[RFC] Add support for hardware transmit rate limiting queues [WAS: Add support for changing the flow ID of TCP connections]

Navdeep Parhar np at FreeBSD.org
Wed Aug 20 18:44:31 UTC 2014

On 08/20/14 00:34, Hans Petter Selasky wrote:
> Hi,
> A month has passed since the last e-mail on this topic, and in the
> meanwhile some new patches have been created and tested:
> Basically the approach has been changed a little bit:
> - The creation of hardware transmit rings has been made independent of
> the TCP stack. This allows firewall applications to forward traffic into
> hardware transmit rings aswell, and not only native TCP applications.
> This should be one more reason to get the feature into the kernel.
> - A hardware transmit ring basically can have two modes: FIXED-RATE or
> AUTOMATIC-RATE. In the fixed rate mode all traffic is sent at a fixed
> bytes per second rate. In the automatic mode you can configure a time
> after which the TX queue must be empty. The hardware driver uses this to
> configure the actual rate. In automatic mode you can also set an upper
> and lower transmit rate limit.
> - The MBUF has got a new field in the packet header: "txringid"
> - IOCTLs for TCP v4 and v6 sockets has been updated to allow setting of
> the "txringid" field in the mbuf.
> The current patch [see attachment] should be much simpler and less
> intrusive than the previous one.
> Any comments ?

Here are some thoughts.  The first two bullets cover relatively
minor issues, the rest are more important.

- All of the mbuf pkthdr fields today have the same meaning no matter
   what the context.  It is not clear what txringid's global meaning is.
   Is it even possible for driver foo to interpret it the same way as
   driver bar?  What if the number of rings are different, or if the ring
   at the particular index for foo is setup differently than the ring at
   that same index for bar?  You are attempting to influence the driver's
   txq selection and traditionally the mbuf's flowid has been used for
   this purpose.  Have you considered allowing the user to set the flowid
   directly?  And mark it as such via a new rsstype so the kernel will
   leave it alone.

- uint32_t -> m_flowid_t is plain gratuitous.  Now we need to include
   mbuf.h in more places just to get this definition.  What's the
   advantage of this?  style(9) isn't too fond of typedefs either.  Also,
   drivers *do* need to know the width of the flowid.  At least lagg(4)
   looks at the high bits of the flowid (see flowid_shift in lagg).  How
   high it can go depends on the width of the flowid.

- Interfaces can come and go, routes can change, and so the relationship
   between an inpcb and txringid is not stable at all.  What happens when
   the outbound route for an inpcb changes?

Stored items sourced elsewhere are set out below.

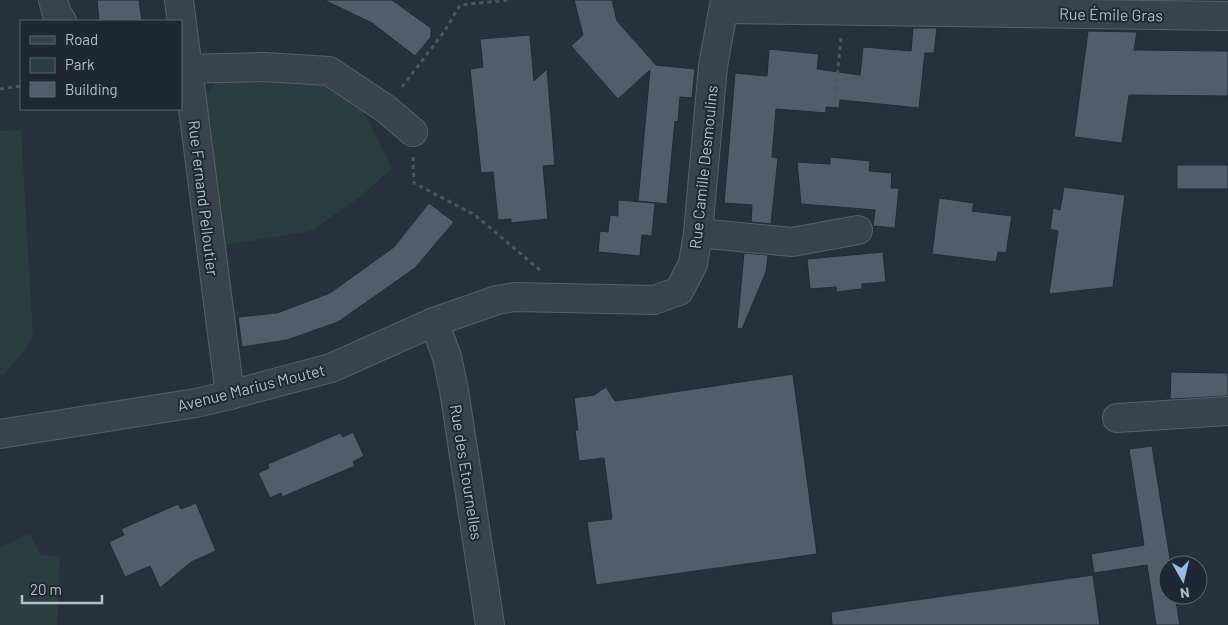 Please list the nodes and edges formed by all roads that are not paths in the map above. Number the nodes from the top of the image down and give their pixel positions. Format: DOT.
graph roads {
  1 [pos="53,0"];
  2 [pos="179,0"];
  3 [pos="725,4"];
  4 [pos="1156,5"];
  5 [pos="852,8"];
  6 [pos="1228,16"];
  7 [pos="61,20"];
  8 [pos="180,20"];
  9 [pos="182,41"];
  10 [pos="184,69"];
  11 [pos="413,132"];
  12 [pos="858,230"];
  13 [pos="698,233"];
  14 [pos="434,322"];
  15 [pos="230,396"];
  16 [pos="1228,410"];
  17 [pos="1118,418"];
  18 [pos="0,434"];
  19 [pos="490,625"];
  1 -- 7 [label="street"];
  2 -- 8 [label="street, Rue Fernand Pelloutier"];
  3 -- 5 [label="street, Rue Émile Gras"];
  3 -- 13 [label="street, Rue Camille Desmoulins"];
  4 -- 5 [label="street, Rue Émile Gras"];
  4 -- 6 [label="street, Rue Émile Gras"];
  9 -- 10 [label="street, Rue Fernand Pelloutier"];
  10 -- 11 [label="street"];
  10 -- 15 [label="street, Rue Fernand Pelloutier"];
  12 -- 13 [label="street"];
  13 -- 14 [label="street, Rue Camille Desmoulins"];
  14 -- 15 [label="street, Avenue Marius Moutet"];
  14 -- 19 [label="street, Rue des Etournelles"];
  15 -- 18 [label="street, Avenue Marius Moutet"];
  16 -- 17 [label="street"];
} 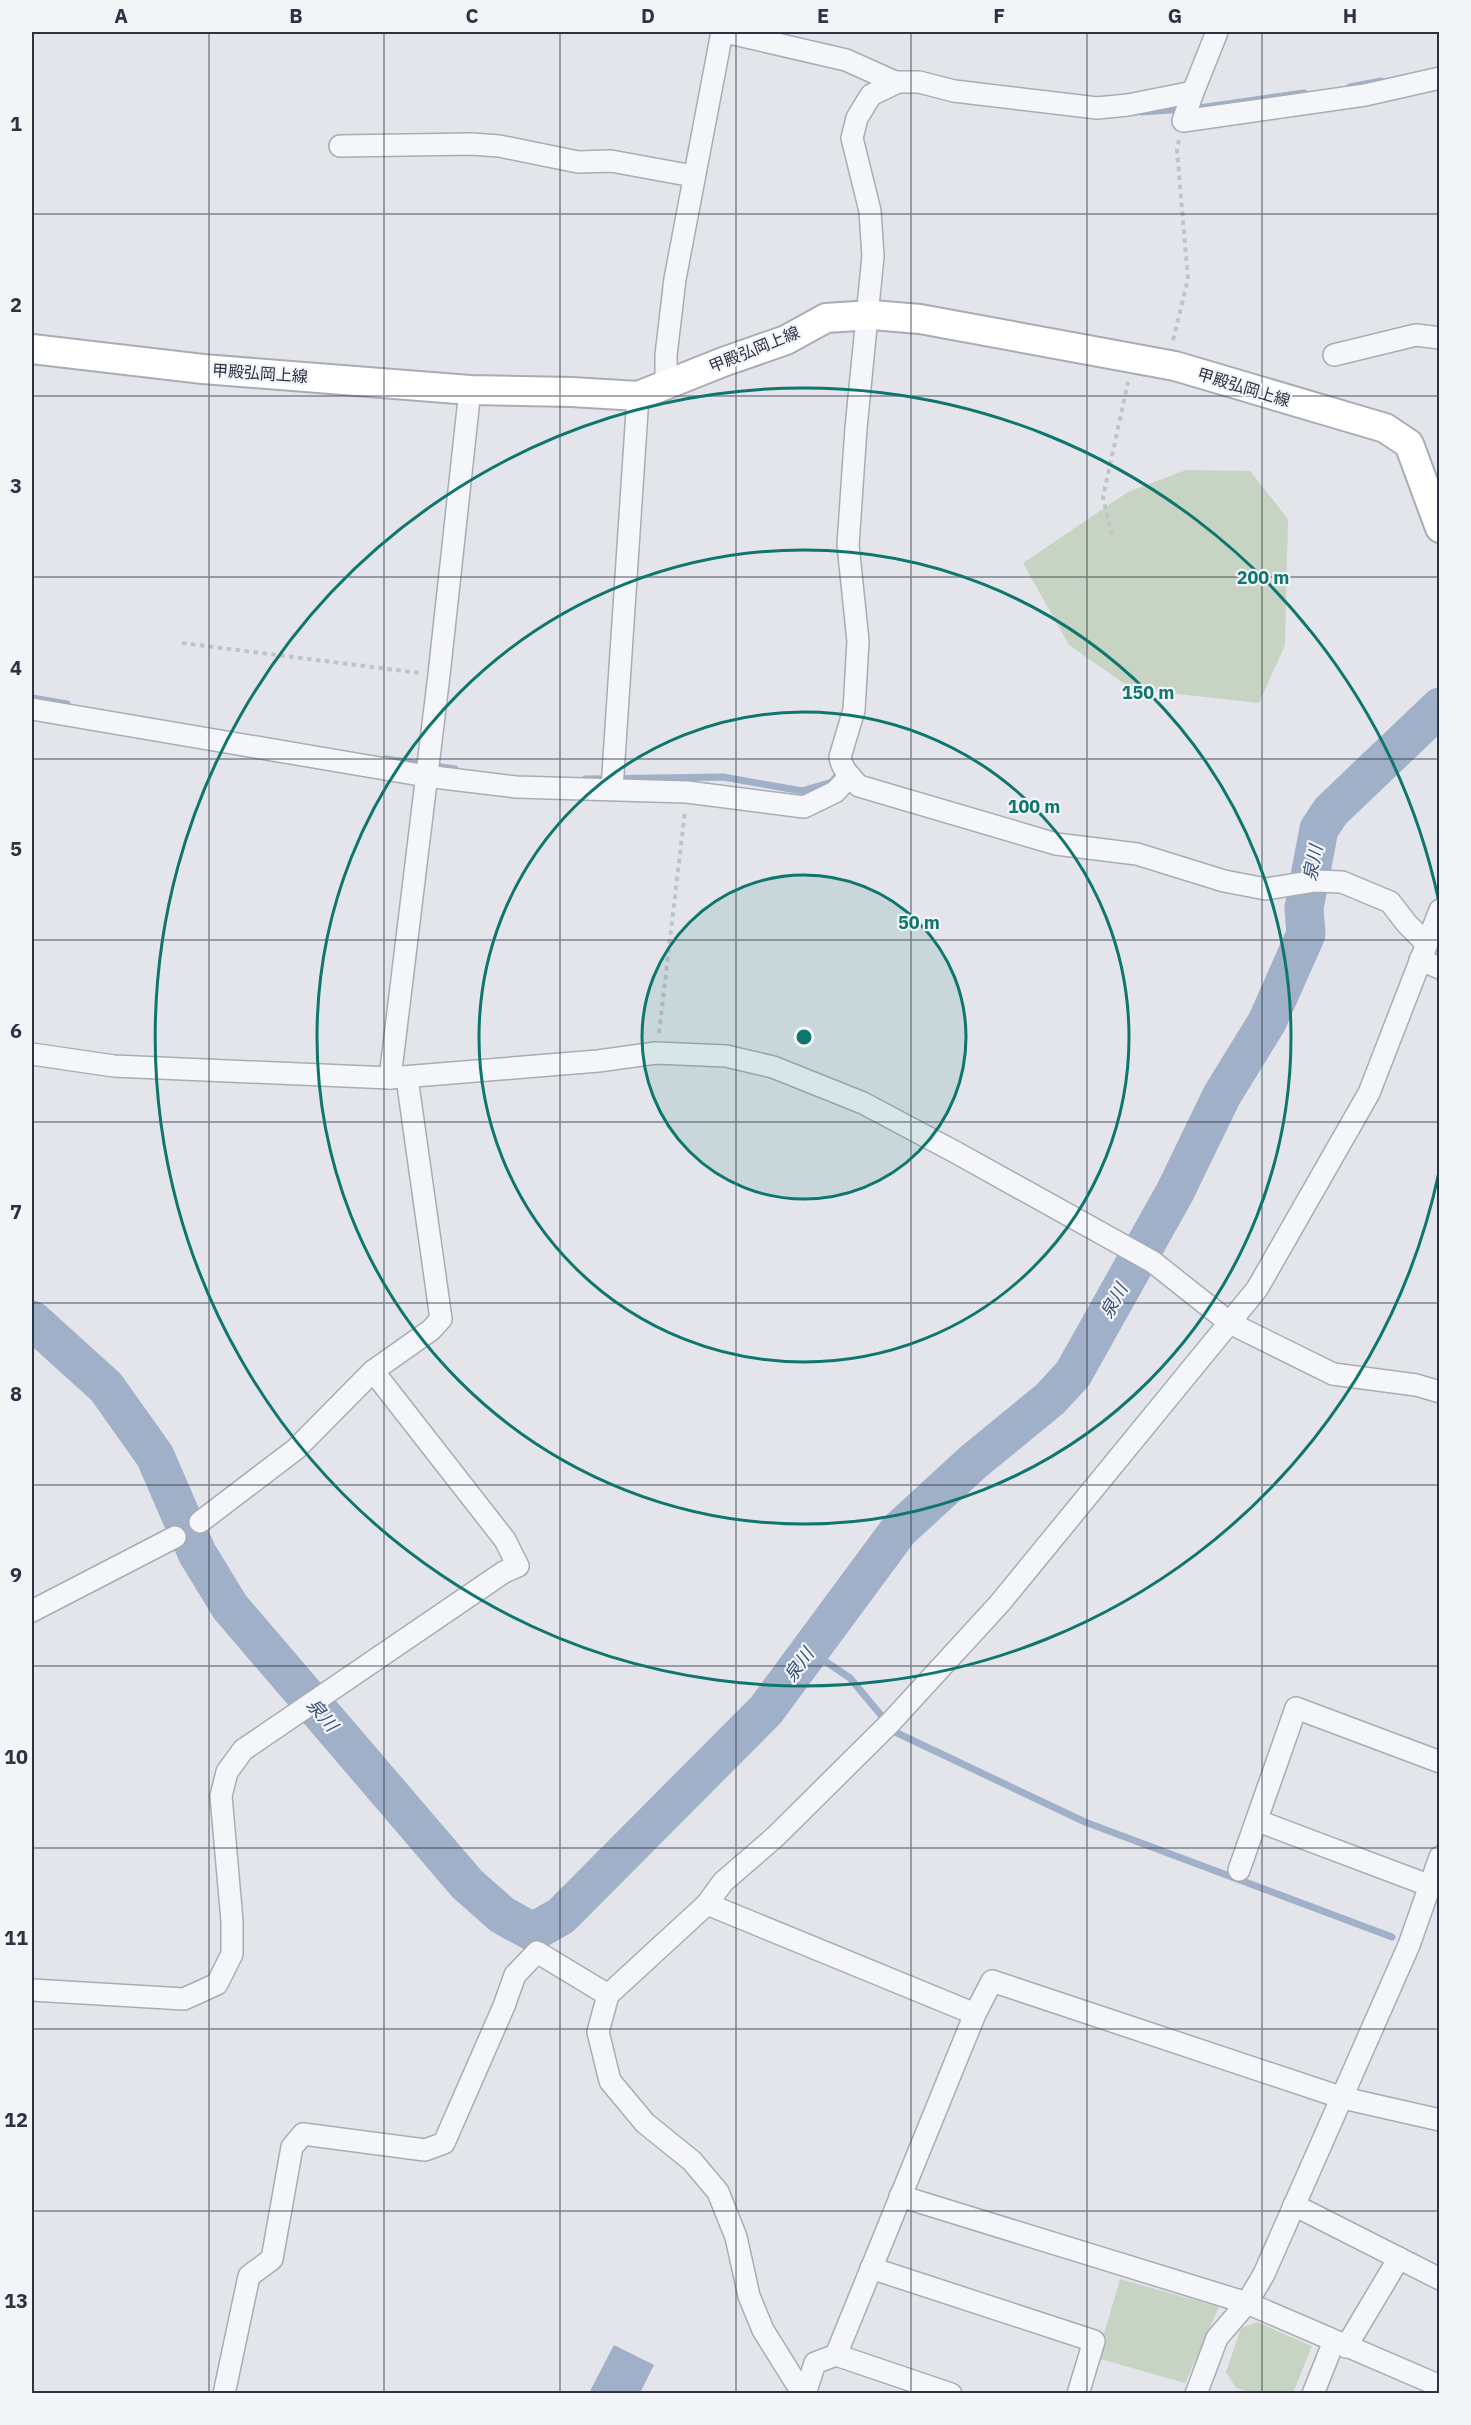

- The in_ratectlreq structure that you propose is inadequate in its
   current form.  For example, cxgbe's hardware can do rate limiting on a
   per-ring as well as per-connection basis, and it allows for pps,
   bandwidth, or min-max limits.  I think this is the critical piece that
   we NIC maintainers must agree on before any code hits the core kernel:
   how to express a rate-limit policy in a standard way and allow for
   hardware assistance opportunistically.  ipfw(4)'s dummynet is probably
   interested in this part too, so it's great that Luigi is paying
   attention to this thread.

- The RATECTL ioctls deal with in_ratectlreq so we need to standardize
   the ratectlreq structure before these ioctls can be considered generic
   ifnet ioctls.  This is the reason cxgbetool (and not ifconfig) has a
   private ioctl to frob cxgbe's per-queue rate-limiters.  I did not want
   to add ifnet ioctls that in reality were cxgbe only.  Ditto for i2c
   ioctls.  Now we have multiple drivers with i2c and melifaro@ is doing
   the right thing by promoting these private ioctls to a standard ifnet
   ioctl.  Have you considered a private mlxtool as a stop gap measure?

To summarize my take on all of this: we need a standard ratectlreq
structure, a standard way to associate an inpcb with one, and a standard
way to pass on this info to if_transmit.  After all this is in place we
could even have a dummynet-ish software layer that implements rate
limiters when the underlying hardware offers no assistance.